Dans sa livraison du Lundi 29, le quotidien local ne mentionne rien. En revanche, le Mardi 30, sous le titre « Les commerçants ne comprennent pas » il rend compte d’une partie des agressions qu’il n’énumère pas, ce qui pourrait faire croire à un souci bienveillant de ne pas envenimer la situation… à moins que les lecteurs nîmois soient jugés trop sensibles pour entendre la réalité de la situation… à moins encore qu’il s’agisse de ne pas « faire le jeu du Front National. »
Par le témoignage de quelques victimes on apprend que, au nombre d’une quarantaine, des cagoulés ont pillé un bar, s’en sont pris au tabac-presse et à la supérette du quartier… Le patron de celle-ci précise : « J’ai demandé de l’aide au commissariat. Personne n’est venu. On m’a répondu que les policiers avaient des ordres pour ne pas intervenir et ne pas aggraver la situation, ou encore que ce sont des pièges tendus par les jeunes qui désirent en découdre avec les policiers et les pompiers » . Version commissariat, on apprend que, depuis quelques jours, des incidents épisodiques sont signalés auxquels, manifestement, la police n’a pas les moyens de mettre fin ; « Nous n’avons malheureusement pas de moyens extensibles. On doit aussi se réserver pour de vrais enjeux de sécurité. Mais on ne laissera pas ces commerçants dans l’abandon. Dans la mesure de nos moyens, nous tâcherons d’avoir une présence »

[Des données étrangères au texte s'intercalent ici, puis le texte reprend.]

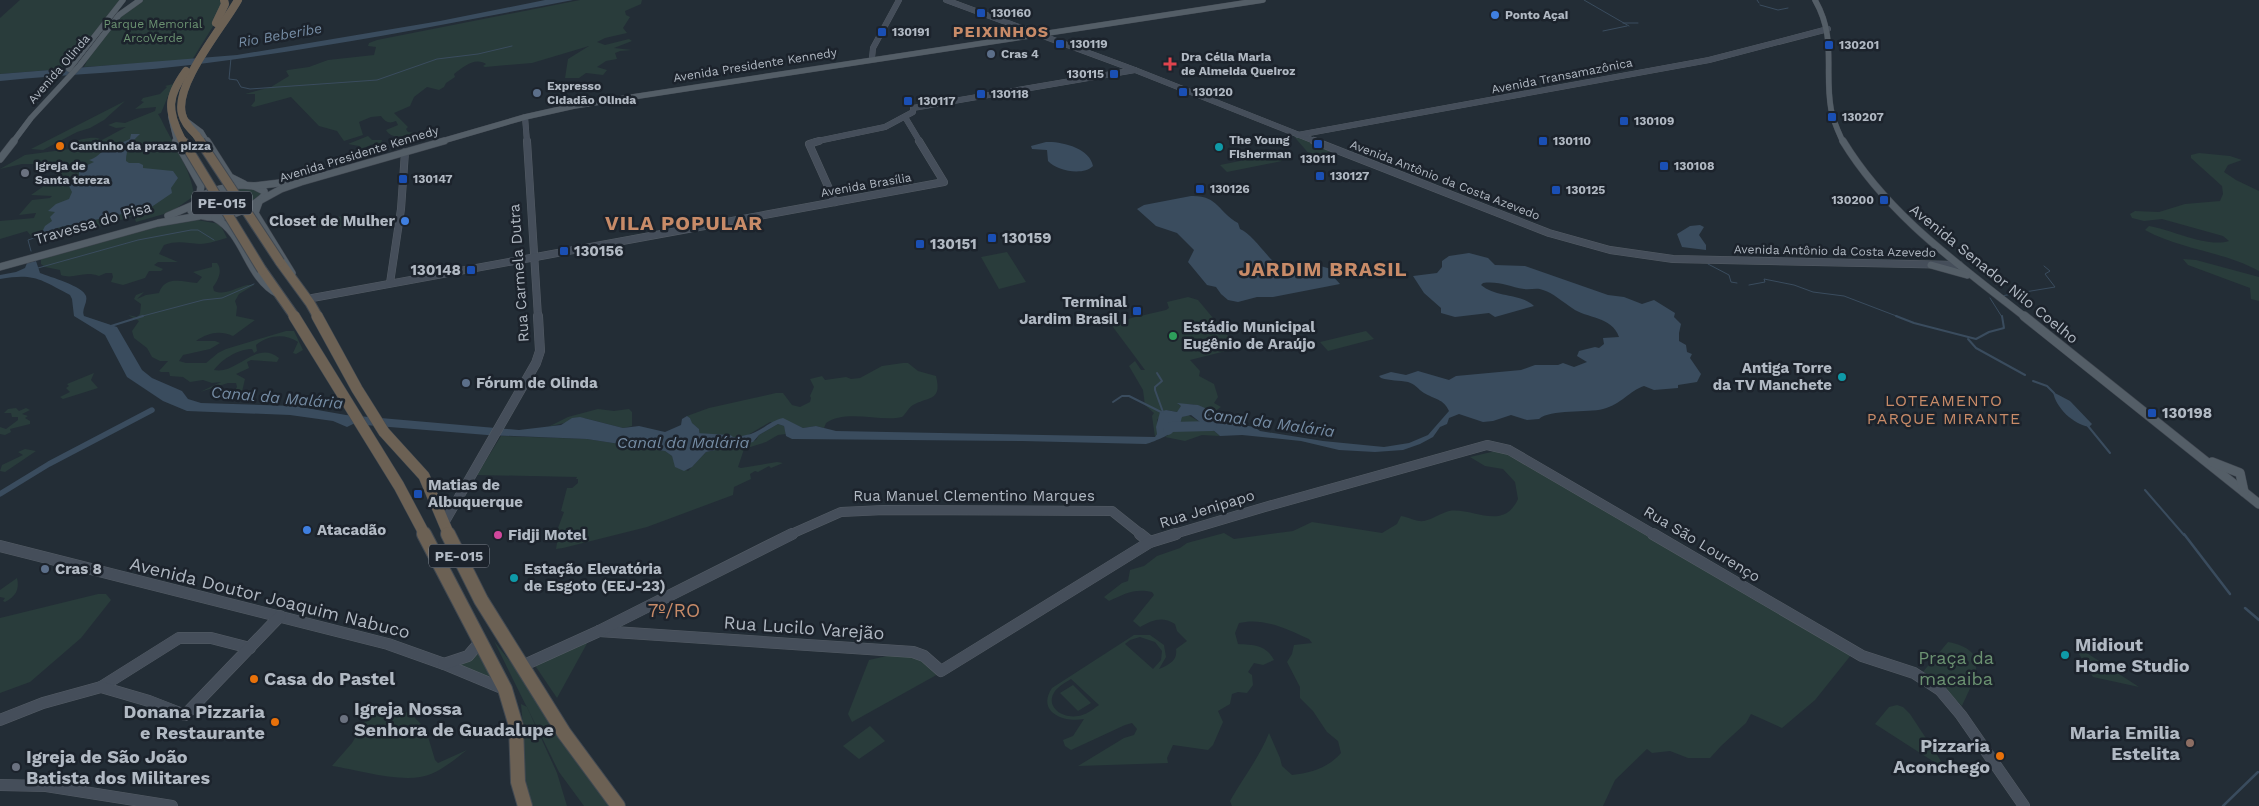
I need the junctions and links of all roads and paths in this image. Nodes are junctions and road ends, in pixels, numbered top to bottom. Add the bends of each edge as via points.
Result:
1 (123, 0) edge
2 (140, 0) edge
3 (224, 0) edge
4 (238, 0) edge
5 (899, 0) edge
6 (946, 0) edge
7 (1249, 0) edge
8 (1263, 0) edge
9 (1815, 0) edge
10 (1828, 29) junction
11 (1036, 33) junction
12 (872, 58) junction
13 (194, 63) junction
14 (80, 65) joint
15 (72, 66) joint
16 (1135, 70) junction
17 (66, 77) junction
18 (171, 117) junction
19 (525, 117) junction
20 (905, 117) junction
21 (184, 119) junction
22 (911, 126) joint
23 (1298, 135) junction
24 (0, 152) edge
25 (406, 152) junction
26 (0, 159) edge
27 (250, 185) junction
28 (199, 198) junction
29 (260, 201) junction
30 (835, 202) junction
31 (191, 206) junction
32 (199, 216) junction
33 (213, 217) junction
34 (1941, 251) junction
35 (32, 256) junction
36 (534, 256) junction
37 (0, 261) edge
38 (1931, 265) junction
39 (1959, 265) junction
40 (0, 267) edge
41 (294, 280) junction
42 (390, 283) junction
43 (1984, 285) junction
44 (281, 296) junction
45 (307, 299) junction
46 (1510, 450) joint
47 (2259, 504) edge
48 (444, 522) junction
49 (1150, 542) junction
50 (0, 546) edge
51 (280, 616) junction
52 (599, 630) junction
53 (480, 642) junction
54 (250, 648) junction
55 (444, 664) junction
56 (522, 666) junction
57 (941, 671) joint
58 (100, 687) junction
59 (505, 689) junction
60 (0, 720) edge
61 (0, 786) edge
62 (172, 806) edge
63 (524, 806) edge
64 (618, 806) edge
65 (2024, 806) edge

1 - 15 main road, Avenida Olinda
2 - 14 main road, Avenida Olinda via 119,15
3 - 13 highway via 221,15
4 - 13 highway
5 - 12 street via 873,48
6 - 11 street, Avenida Antônio da Costa Azevedo
7 - 11 main road, Avenida Presidente Kennedy
8 - 11 main road, Avenida Presidente Kennedy
9 - 10 main road, Avenida Senador Nilo Coelho
10 - 23 street, Avenida Transamazônica via 1709,60
10 - 34 main road, Avenida Senador Nilo Coelho via 1831,107 1840,136 1880,194 1905,221
11 - 12 main road, Avenida Presidente Kennedy
11 - 16 street, Avenida Antônio da Costa Azevedo
12 - 19 main road, Avenida Presidente Kennedy via 610,99
12 - 27 main road, Avenida Presidente Kennedy via 556,106 293,181
13 - 18 highway via 174,91
13 - 21 highway via 182,94
14 - 17 main road, Avenida Olinda
15 - 17 main road, Avenida Olinda
16 - 20 street via 913,108 913,112
16 - 23 street, Avenida Antônio da Costa Azevedo
17 - 24 main road, Avenida Olinda via 37,103
17 - 26 main road, Avenida Olinda
18 - 28 main road via 174,136 202,186
18 - 44 highway, PE-015, bridge via 262,270
19 - 25 main road, Avenida Presidente Kennedy
19 - 36 street, Rua Carmela Dutra
20 - 22 main road
20 - 30 street via 885,127 809,144
21 - 27 main road via 201,132 230,177
21 - 41 highway, PE-015, bridge
22 - 30 street, Avenida Brasília via 944,182
23 - 38 street, Avenida Antônio da Costa Azevedo via 1557,236 1615,251 1673,259
25 - 29 main road, Avenida Presidente Kennedy via 300,182
25 - 42 street
27 - 28 main road, Avenida Presidente Kennedy via 218,190
27 - 29 main road via 264,191
28 - 31 main road
29 - 33 main road, Avenida Presidente Kennedy via 235,213
29 - 41 main road via 255,213
30 - 36 street, Avenida Brasília
31 - 32 main road via 192,213
31 - 35 main road, Travessa do Pisa via 157,220
32 - 33 main road, Avenida Presidente Kennedy
32 - 35 main road via 158,222
33 - 44 main road via 227,224 258,277
34 - 38 main road via 1942,261
34 - 39 main road, Avenida Senador Nilo Coelho
35 - 37 main road, Travessa do Pisa
35 - 40 main road
36 - 42 street, Avenida Brasília
36 - 48 street, Rua Carmela Dutra via 540,351 533,369
38 - 39 street, Avenida Antônio da Costa Azevedo
38 - 43 main road via 1961,272
39 - 43 main road, Avenida Senador Nilo Coelho
41 - 45 highway, PE-015
42 - 45 street, Avenida Brasília
43 - 47 main road, Avenida Senador Nilo Coelho via 2204,459 2240,473 2244,492
44 - 53 highway, PE-015 via 399,486
45 - 48 highway, PE-015 via 372,415 424,476
46 - 49 street, Rua Jenipapo via 1487,445
46 - 65 street, Rua São Lourenço via 1862,656 1914,673 1934,685 1944,694
48 - 56 highway, PE-015 via 481,600
49 - 52 street, Rua Manuel Clementino Marques via 1112,511 844,511
49 - 57 street, Rua Jenipapo
50 - 51 main road, Avenida Doutor Joaquim Nabuco
51 - 54 street
51 - 55 street, Avenida Doutor Joaquim Nabuco via 388,644
52 - 56 street, Rua Manuel Clementino Marques
52 - 57 street, Rua Lucilo Varejão via 913,652 924,656
53 - 55 street via 468,656
53 - 59 highway, PE-015
54 - 58 street via 211,638 179,638
54 - 58 street via 185,715
55 - 59 main road, Avenida Doutor Joaquim Nabuco
56 - 64 highway, PE-015 via 564,733
58 - 60 street via 43,703
59 - 63 highway, PE-015 via 514,717
61 - 62 street via 46,786

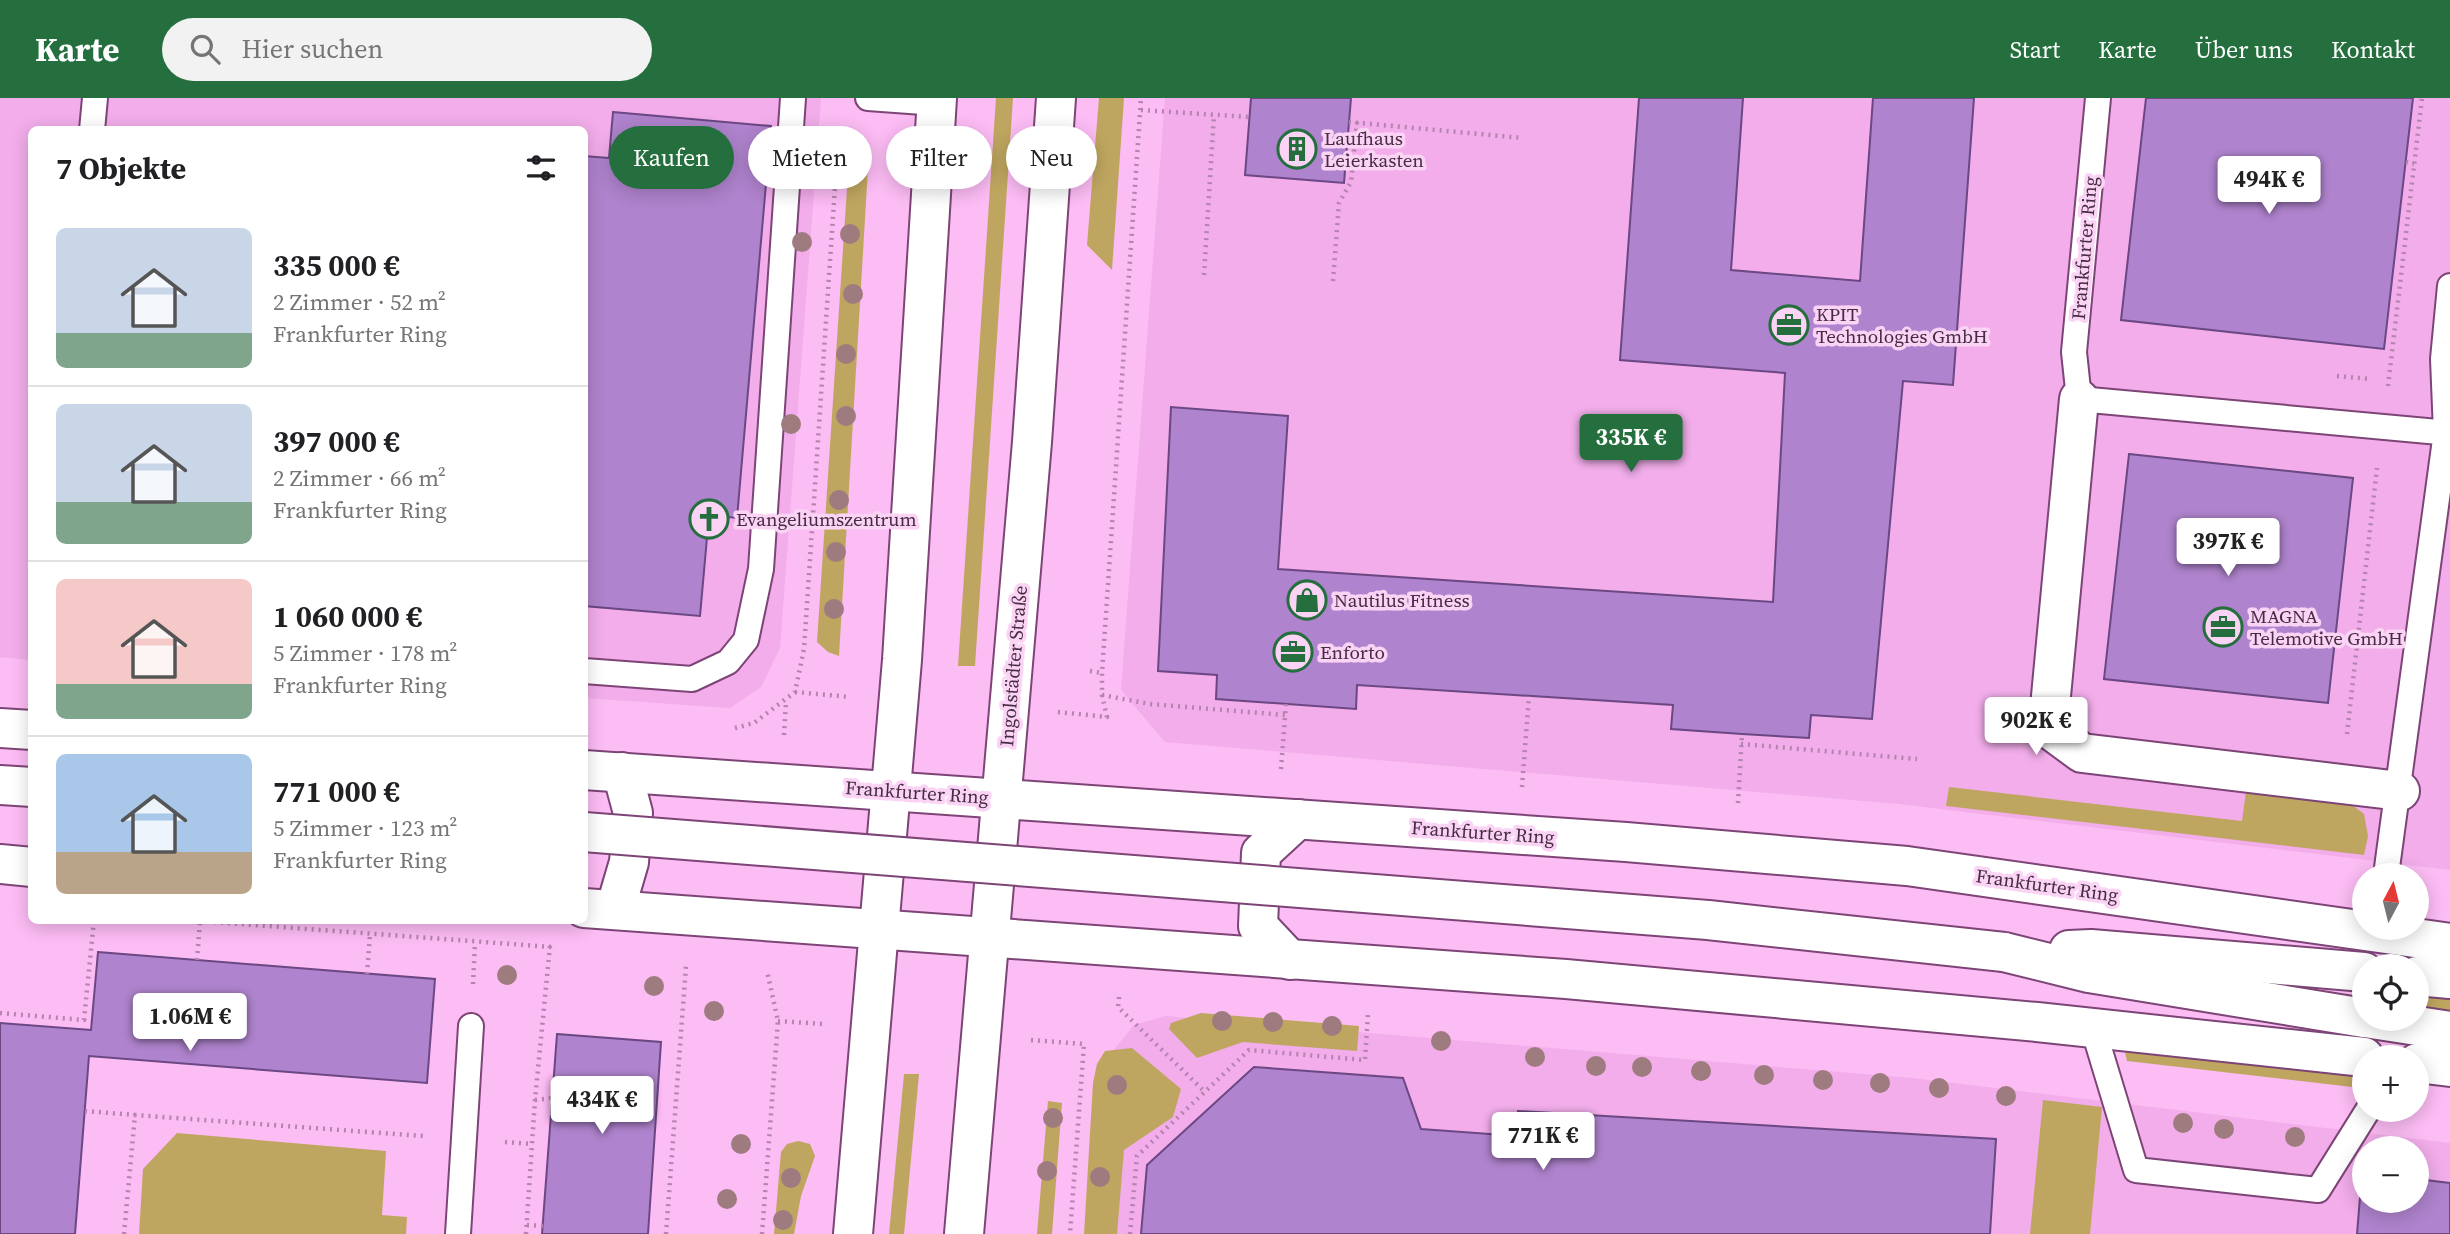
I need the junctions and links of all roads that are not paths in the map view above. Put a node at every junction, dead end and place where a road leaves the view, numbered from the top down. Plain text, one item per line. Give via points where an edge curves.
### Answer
1 (95, 98) edge
2 (793, 98) edge
3 (868, 98) edge
4 (1056, 98) edge
5 (2098, 98) edge
6 (937, 101) edge
7 (92, 126) edge
8 (2450, 286) edge
9 (2079, 399) junction
10 (2448, 433) edge
11 (588, 671) edge
12 (0, 728) edge
13 (28, 730) edge
14 (588, 770) edge
15 (622, 772) junction
16 (0, 785) edge
17 (28, 787) edge
18 (891, 790) junction
19 (2400, 791) junction
20 (1002, 798) junction
21 (1298, 819) junction
22 (588, 832) edge
23 (2388, 863) edge
24 (0, 864) edge
25 (28, 867) edge
26 (600, 909) edge
27 (2352, 926) edge
28 (877, 929) junction
29 (990, 937) junction
30 (2429, 939) edge
31 (2450, 943) edge
32 (2004, 952) junction
33 (1290, 960) junction
34 (2352, 971) edge
35 (2429, 977) edge
36 (2450, 979) edge
37 (2352, 1016) edge
38 (471, 1026) dead end
39 (2093, 1028) junction
40 (2429, 1028) edge
41 (2450, 1031) edge
42 (2352, 1056) edge
43 (2429, 1064) edge
44 (2450, 1067) edge
45 (2360, 1122) edge
46 (458, 1234) edge
47 (853, 1234) edge
48 (964, 1234) edge

1 - 7 lane
2 - 11 lane via 761,569 746,640 728,662 692,679
3 - 6 lane
4 - 20 main road, Ingolstädter Straße
5 - 9 lane, Frankfurter Ring via 2074,352
6 - 18 main road
8 - 10 lane via 2443,359
9 - 10 lane
9 - 19 main road, Frankfurter Ring via 2048,728 2082,753
10 - 19 lane
12 - 13 main road
14 - 15 main road, Frankfurter Ring
15 - 18 main road, Frankfurter Ring
15 - 26 main road via 633,813 629,862
16 - 17 main road
18 - 20 main road, Frankfurter Ring
18 - 28 main road
19 - 23 lane
20 - 21 main road, Frankfurter Ring
20 - 29 main road, Ingolstädter Straße
21 - 27 main road, Frankfurter Ring via 1907,866
21 - 33 main road via 1261,853 1258,926
22 - 32 main road, bridge via 1708,920
24 - 25 main road
26 - 28 main road
28 - 29 main road
28 - 47 main road
29 - 33 main road
29 - 48 main road, Ingolstädter Straße
30 - 31 main road, Frankfurter Ring
32 - 34 main road via 2091,948
32 - 37 main road via 2089,973
33 - 39 main road via 1566,979
35 - 36 main road
38 - 46 lane
39 - 42 main road
39 - 45 lane via 2136,1170 2318,1190
40 - 41 main road
43 - 44 main road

Le policier ne précise pas que, - fussent-ils en minorité - si ses hommes engageaient le combat, il se trouverait bien quelques associations de défense des immigrés pour voler au secours des voyous de telle sorte qu’ils puissent renouveler leurs exploits.
Coïncidence ! un mien parent, policier dans le Sud-Ouest, auquel j’ai téléphoné pour connaître son sentiment sur la position de ses collègues gardois, m’a indiqué que la même politique est recommandée dans la plupart des commissariats français où, de plus en plus souvent, règne une ambiance de bunker en état de siège.